PPRuNe Forums - View Single Post - BAE RAF P3 procurement feasibility report
Old 7th Mar 2013, 15:26
  #96 (permalink)  
Biggus
 
Join Date: Dec 2001
Location: The Roman Empire
Posts: 2,454
Received 73 Likes on 33 Posts
Bastardeux,

I'm afraid you're the one that's confused. The coalition was attempting to halve the national annual deficit, from £160 Bn odd a year down to something like £80 Bn a year. See the first graph in this article for recent annual deficits:

Deficit, national debt and government borrowing - how has it changed since 1946? | News | guardian.co.uk


However, even if they had achieved that, then over 5 years the national debt would have gone up by say £160Bn + £130Bn + £110Bn + £95Bn + £80 Bn. They won't even manage that, the situation is worse than planned and all the while the national debt continues to rack up:

UK National Debt - Economics Blog

It's current about £1,145 Bn and rising every year:

UK National Debt Clock - No-nonsense Guide to Britain's Debt Crisis

The coalition had no ambitions to halve the national debt, that would have been impossible!! That would require us to have annual budget surpluses and pay off some of the national debt!!

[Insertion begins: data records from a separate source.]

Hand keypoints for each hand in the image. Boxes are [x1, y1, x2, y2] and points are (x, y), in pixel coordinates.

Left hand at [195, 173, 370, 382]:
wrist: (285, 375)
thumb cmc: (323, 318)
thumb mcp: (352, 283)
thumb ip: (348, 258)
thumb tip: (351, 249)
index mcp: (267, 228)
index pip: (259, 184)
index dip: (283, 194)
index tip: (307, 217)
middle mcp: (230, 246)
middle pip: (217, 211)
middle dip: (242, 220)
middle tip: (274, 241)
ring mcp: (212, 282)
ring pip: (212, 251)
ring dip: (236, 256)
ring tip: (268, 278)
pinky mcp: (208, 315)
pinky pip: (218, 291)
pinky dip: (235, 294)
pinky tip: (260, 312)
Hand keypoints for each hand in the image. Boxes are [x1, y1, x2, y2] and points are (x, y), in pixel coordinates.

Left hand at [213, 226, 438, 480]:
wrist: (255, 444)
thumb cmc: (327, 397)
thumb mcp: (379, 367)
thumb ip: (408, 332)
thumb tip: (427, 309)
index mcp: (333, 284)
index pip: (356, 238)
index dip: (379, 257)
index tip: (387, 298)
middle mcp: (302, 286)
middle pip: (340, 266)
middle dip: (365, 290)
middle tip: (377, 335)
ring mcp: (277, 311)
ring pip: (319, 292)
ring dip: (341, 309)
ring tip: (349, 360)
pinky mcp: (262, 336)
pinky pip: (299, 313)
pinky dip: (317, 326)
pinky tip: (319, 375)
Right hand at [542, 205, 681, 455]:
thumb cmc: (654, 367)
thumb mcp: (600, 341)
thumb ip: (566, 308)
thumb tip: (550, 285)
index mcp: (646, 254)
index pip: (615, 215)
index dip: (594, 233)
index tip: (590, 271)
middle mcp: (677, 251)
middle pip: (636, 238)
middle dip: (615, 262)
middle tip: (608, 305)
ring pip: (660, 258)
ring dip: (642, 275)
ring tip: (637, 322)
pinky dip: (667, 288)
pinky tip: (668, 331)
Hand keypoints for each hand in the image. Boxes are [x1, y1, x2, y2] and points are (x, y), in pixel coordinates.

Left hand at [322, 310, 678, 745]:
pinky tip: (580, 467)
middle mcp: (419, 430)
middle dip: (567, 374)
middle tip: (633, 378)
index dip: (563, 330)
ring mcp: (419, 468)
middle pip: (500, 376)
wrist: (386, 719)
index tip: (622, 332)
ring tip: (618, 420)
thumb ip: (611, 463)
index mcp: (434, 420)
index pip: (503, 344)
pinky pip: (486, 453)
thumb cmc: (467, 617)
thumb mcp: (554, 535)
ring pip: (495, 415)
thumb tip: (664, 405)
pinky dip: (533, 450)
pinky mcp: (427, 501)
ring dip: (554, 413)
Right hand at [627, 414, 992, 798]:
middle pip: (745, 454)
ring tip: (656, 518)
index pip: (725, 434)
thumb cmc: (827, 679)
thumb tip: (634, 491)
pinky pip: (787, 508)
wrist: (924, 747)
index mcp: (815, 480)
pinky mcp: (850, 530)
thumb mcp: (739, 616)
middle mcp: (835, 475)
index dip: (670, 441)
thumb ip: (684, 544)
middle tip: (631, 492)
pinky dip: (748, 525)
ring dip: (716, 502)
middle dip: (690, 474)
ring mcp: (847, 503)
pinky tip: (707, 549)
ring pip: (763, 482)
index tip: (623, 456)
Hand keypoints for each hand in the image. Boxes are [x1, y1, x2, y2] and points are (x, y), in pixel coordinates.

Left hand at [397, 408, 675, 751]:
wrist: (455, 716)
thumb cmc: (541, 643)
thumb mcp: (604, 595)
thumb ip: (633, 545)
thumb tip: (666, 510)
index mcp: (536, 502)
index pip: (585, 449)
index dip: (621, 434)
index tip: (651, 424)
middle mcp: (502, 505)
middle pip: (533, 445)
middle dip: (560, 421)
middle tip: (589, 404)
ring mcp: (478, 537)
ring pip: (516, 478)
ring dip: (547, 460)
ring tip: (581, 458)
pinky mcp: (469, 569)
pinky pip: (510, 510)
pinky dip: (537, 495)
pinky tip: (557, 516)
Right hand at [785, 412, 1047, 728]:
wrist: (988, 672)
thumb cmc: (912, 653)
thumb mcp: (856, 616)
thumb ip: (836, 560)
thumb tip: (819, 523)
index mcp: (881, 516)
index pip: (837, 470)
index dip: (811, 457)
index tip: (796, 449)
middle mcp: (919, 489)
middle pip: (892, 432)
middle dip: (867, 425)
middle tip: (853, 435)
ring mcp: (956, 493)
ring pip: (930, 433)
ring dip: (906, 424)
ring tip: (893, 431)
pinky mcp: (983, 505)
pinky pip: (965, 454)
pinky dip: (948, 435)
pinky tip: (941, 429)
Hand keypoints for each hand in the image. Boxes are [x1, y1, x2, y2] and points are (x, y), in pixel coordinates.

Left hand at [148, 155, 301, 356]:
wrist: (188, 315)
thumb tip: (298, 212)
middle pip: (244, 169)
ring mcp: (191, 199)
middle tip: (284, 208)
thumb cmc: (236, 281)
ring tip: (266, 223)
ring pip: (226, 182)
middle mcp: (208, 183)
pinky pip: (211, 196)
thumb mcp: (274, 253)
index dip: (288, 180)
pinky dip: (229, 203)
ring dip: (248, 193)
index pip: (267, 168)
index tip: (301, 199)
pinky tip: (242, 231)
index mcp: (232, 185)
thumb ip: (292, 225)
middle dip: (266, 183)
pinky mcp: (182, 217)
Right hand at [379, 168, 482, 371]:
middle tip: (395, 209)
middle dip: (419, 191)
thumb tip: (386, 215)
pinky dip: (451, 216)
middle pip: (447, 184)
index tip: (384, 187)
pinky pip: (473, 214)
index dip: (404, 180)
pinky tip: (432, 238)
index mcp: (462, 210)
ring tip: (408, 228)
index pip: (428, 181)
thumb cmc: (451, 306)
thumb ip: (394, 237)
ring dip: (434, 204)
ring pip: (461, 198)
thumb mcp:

With regard to the national debt, the major economic issue is what percentage of GDP it represents, most countries owe say 40% of their GDP, when that figure rises significantly markets get very twitchy, and borrowing becomes very expensive. The coalition might well have been attempting to reduce the growth of the national debt (by bringing down annual deficits), while hopefully expanding the size of the economy so that the overall debt when measured as a % of GDP decreased, even though the actual size of the debt had still increased!! However, their main stated aim was halving the annual deficit!!

Last edited by Biggus; 7th Mar 2013 at 15:27.